__Given data__:
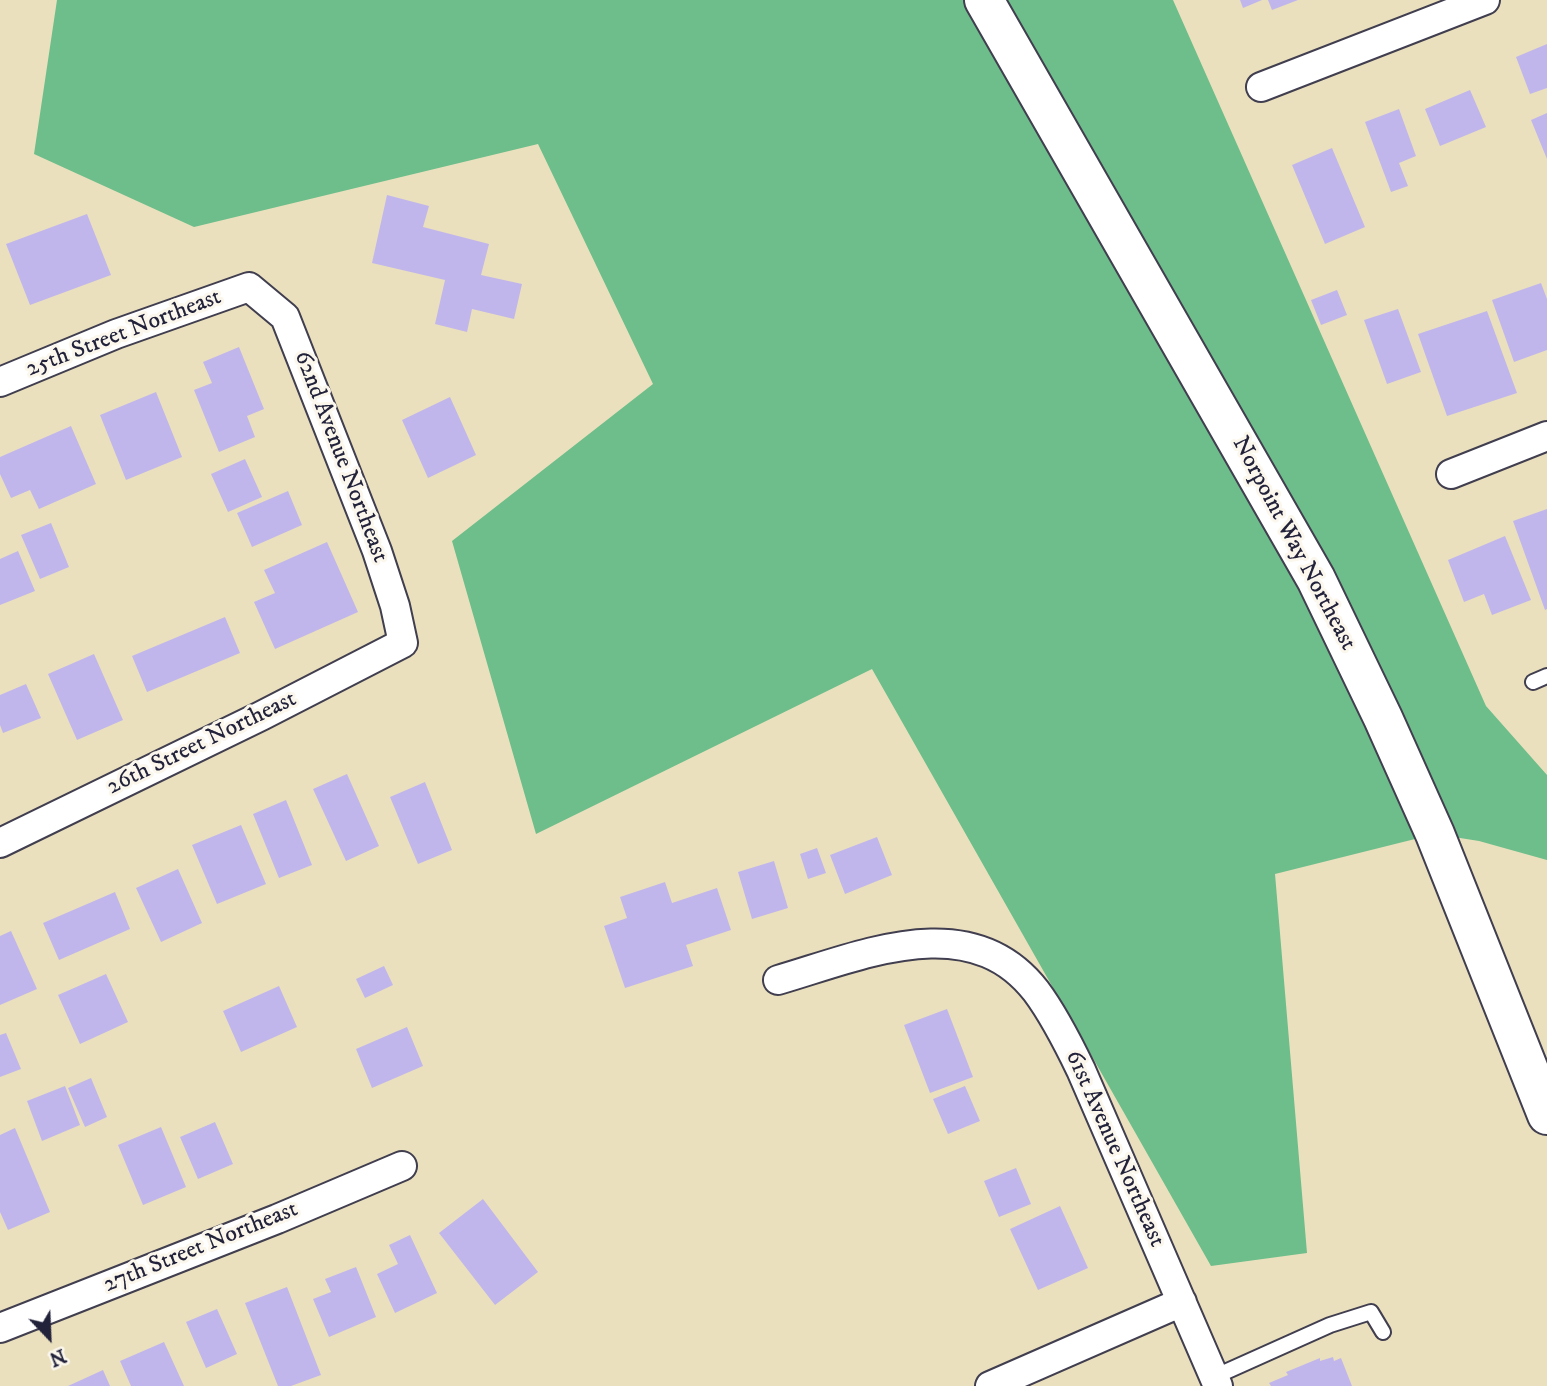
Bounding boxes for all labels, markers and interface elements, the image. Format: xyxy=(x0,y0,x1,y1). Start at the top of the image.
street label: 25th Street Northeast xyxy=(22,284,226,384)
street label: 62nd Avenue Northeast xyxy=(286,347,394,567)
street label: Norpoint Way Northeast xyxy=(1224,432,1362,656)
street label: 26th Street Northeast xyxy=(102,686,302,802)
street label: 61st Avenue Northeast xyxy=(1058,1046,1170,1252)
street label: 27th Street Northeast xyxy=(100,1196,302,1300)
north arrow xyxy=(14,1302,84,1372)
text: N xyxy=(46,1343,69,1370)

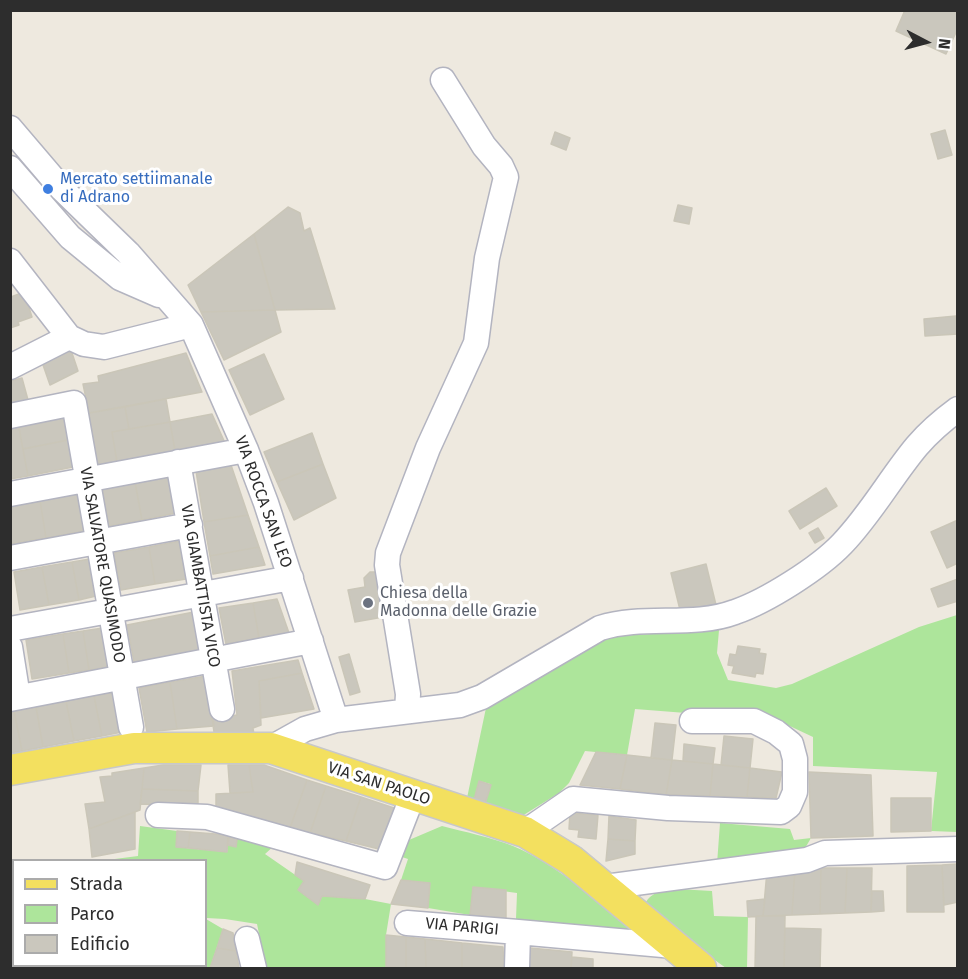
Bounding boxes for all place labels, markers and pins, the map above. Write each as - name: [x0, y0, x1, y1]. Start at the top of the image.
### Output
- place label: Mercato settiimanale di Adrano: [60, 170, 213, 208]
- marker: Mercato settiimanale di Adrano: [41, 182, 55, 196]
- place label: Chiesa della Madonna delle Grazie: [380, 584, 537, 622]
- marker: Chiesa della Madonna delle Grazie: [361, 596, 375, 610]

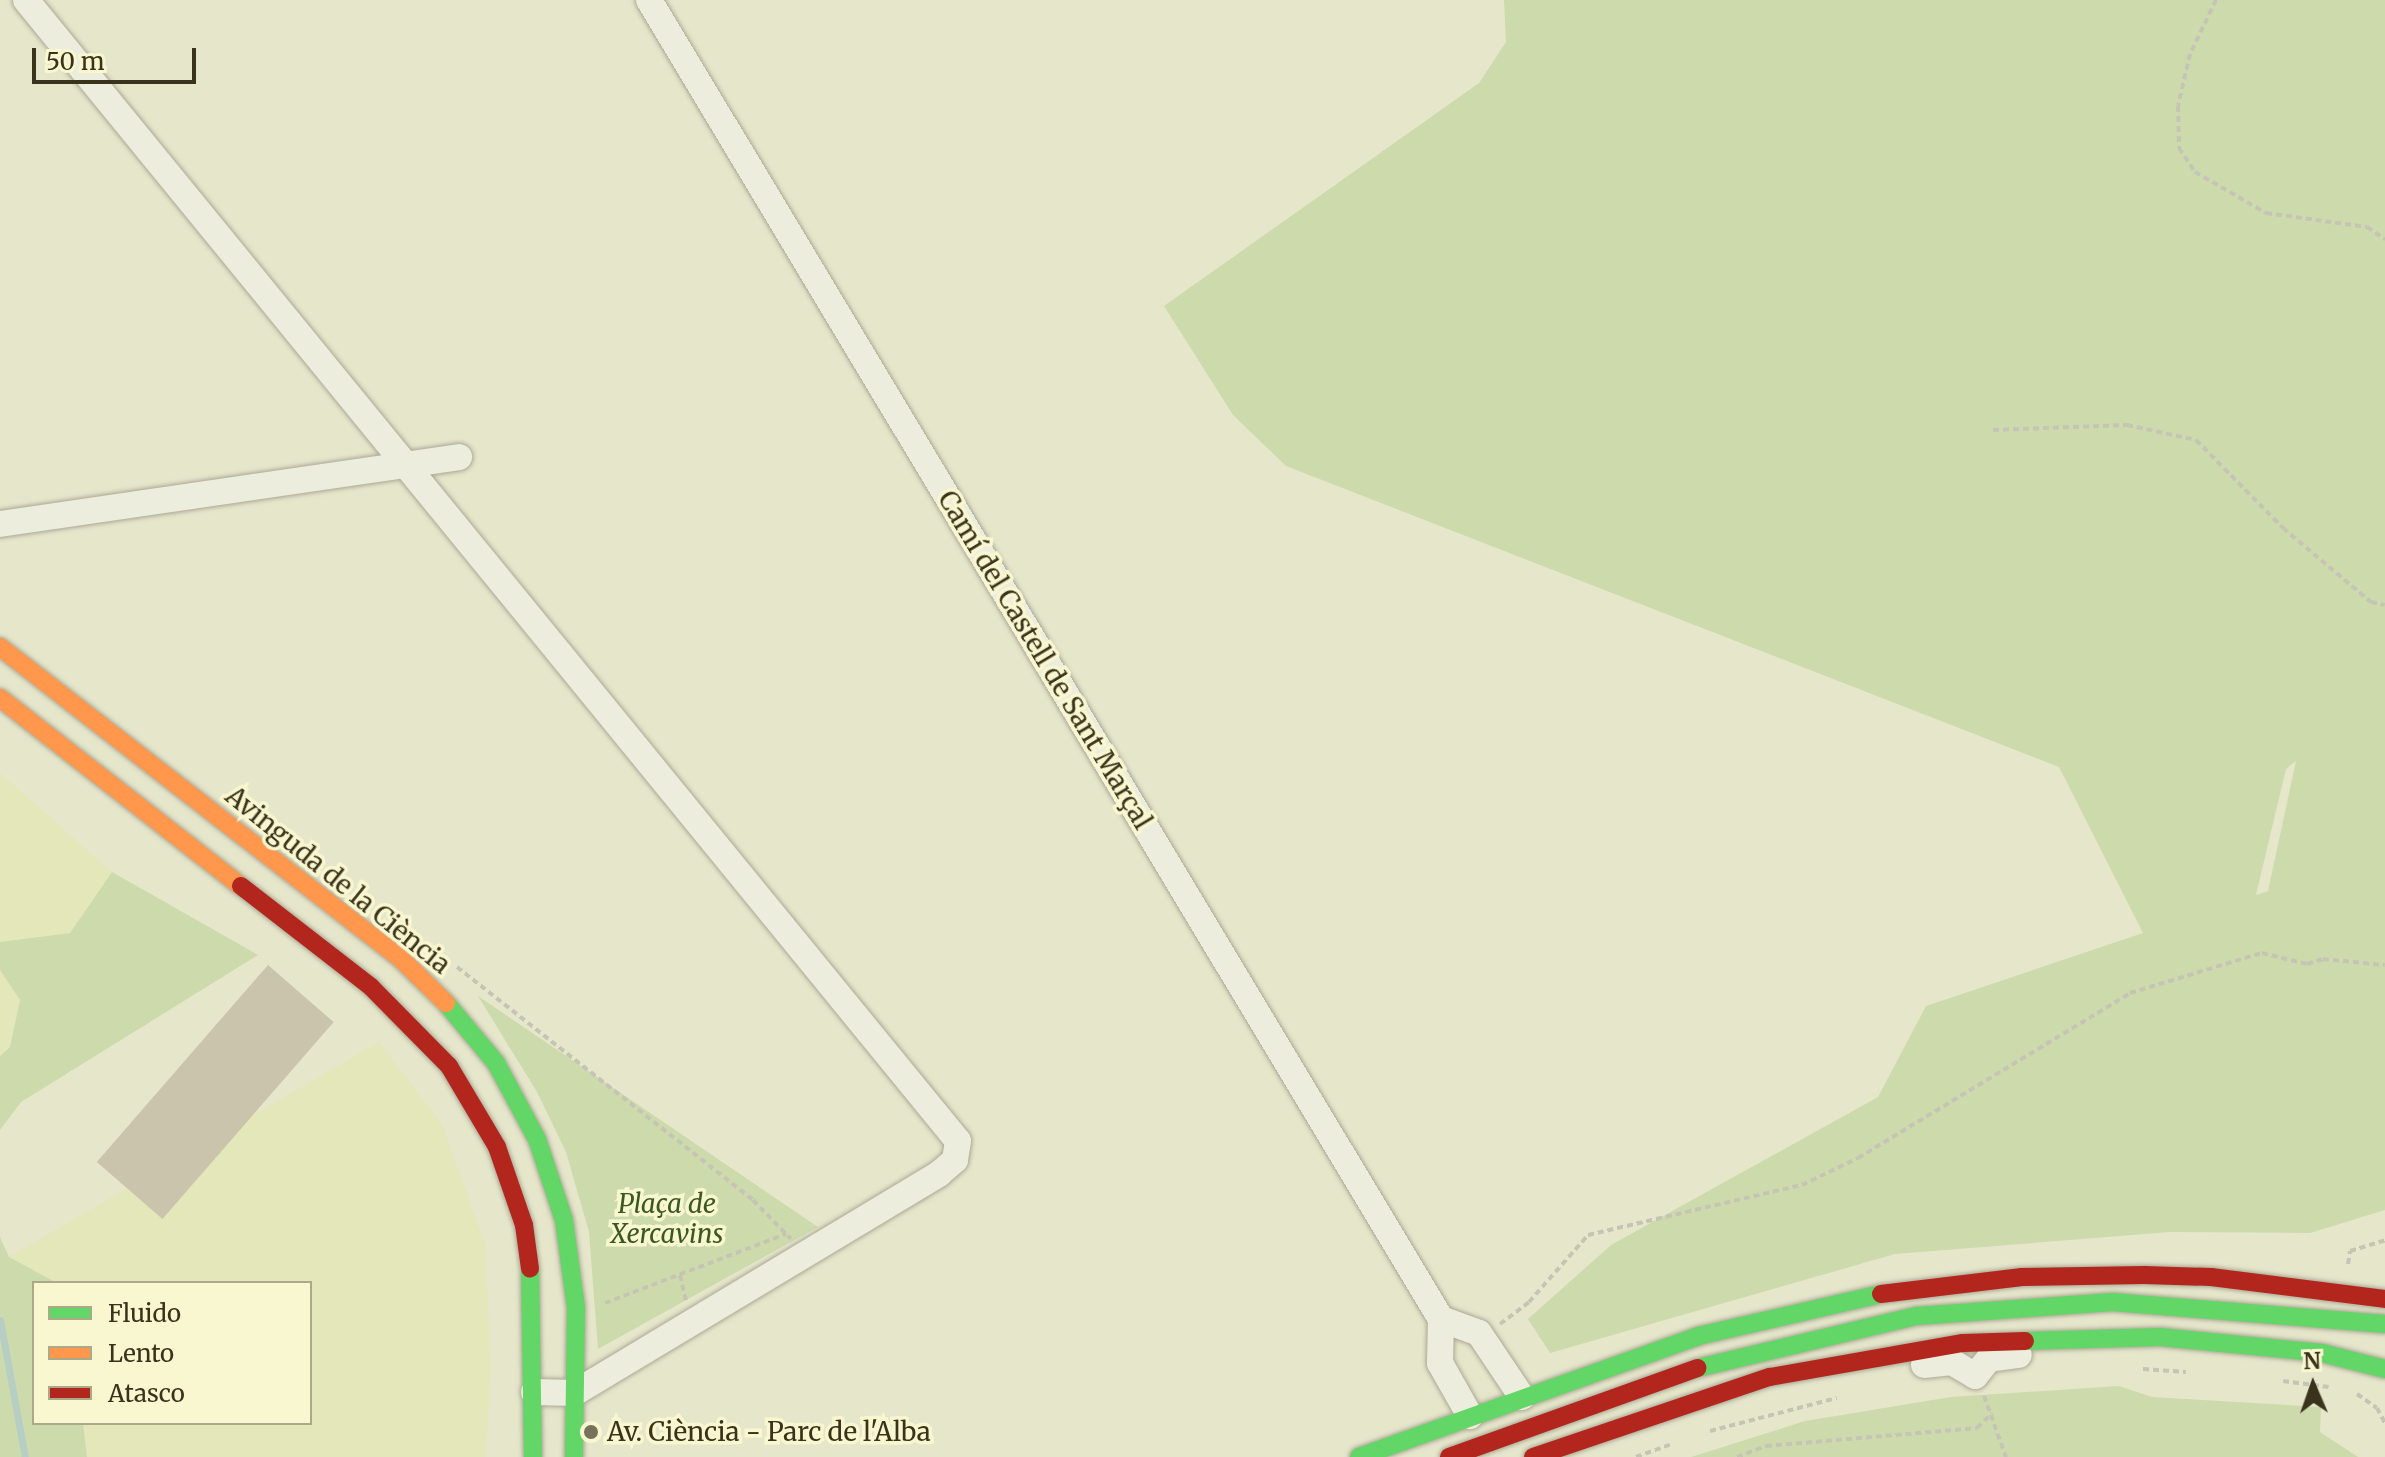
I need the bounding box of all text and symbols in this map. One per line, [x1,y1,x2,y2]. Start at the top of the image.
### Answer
scale bar [36,32,200,82]
text: 50 m [46,46,105,77]
street label: Camí del Castell de Sant Marçal [931,485,1159,835]
street label: Avinguda de la Ciència [219,780,457,980]
park label: Plaça de Xercavins [611,1188,723,1250]
legend [32,1281,312,1425]
text: Fluido [108,1298,181,1329]
text: Lento [108,1338,174,1369]
north arrow [2273,1345,2353,1425]
text: N [2303,1347,2321,1375]
text: Atasco [108,1378,185,1409]
place label: Av. Ciència - Parc de l'Alba [607,1416,931,1448]
marker: Av. Ciència - Parc de l'Alba [582,1423,600,1441]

__Brief__: Whatever lies between the line containing "I need the bounding" and the final line above, both included, must be returned exactly.

__Problem solution__:
I need the bounding box of all text and symbols in this map. One per line, [x1,y1,x2,y2]. Start at the top of the image.
### Answer
scale bar [36,32,200,82]
text: 50 m [46,46,105,77]
street label: Camí del Castell de Sant Marçal [931,485,1159,835]
street label: Avinguda de la Ciència [219,780,457,980]
park label: Plaça de Xercavins [611,1188,723,1250]
legend [32,1281,312,1425]
text: Fluido [108,1298,181,1329]
text: Lento [108,1338,174,1369]
north arrow [2273,1345,2353,1425]
text: N [2303,1347,2321,1375]
text: Atasco [108,1378,185,1409]
place label: Av. Ciència - Parc de l'Alba [607,1416,931,1448]
marker: Av. Ciència - Parc de l'Alba [582,1423,600,1441]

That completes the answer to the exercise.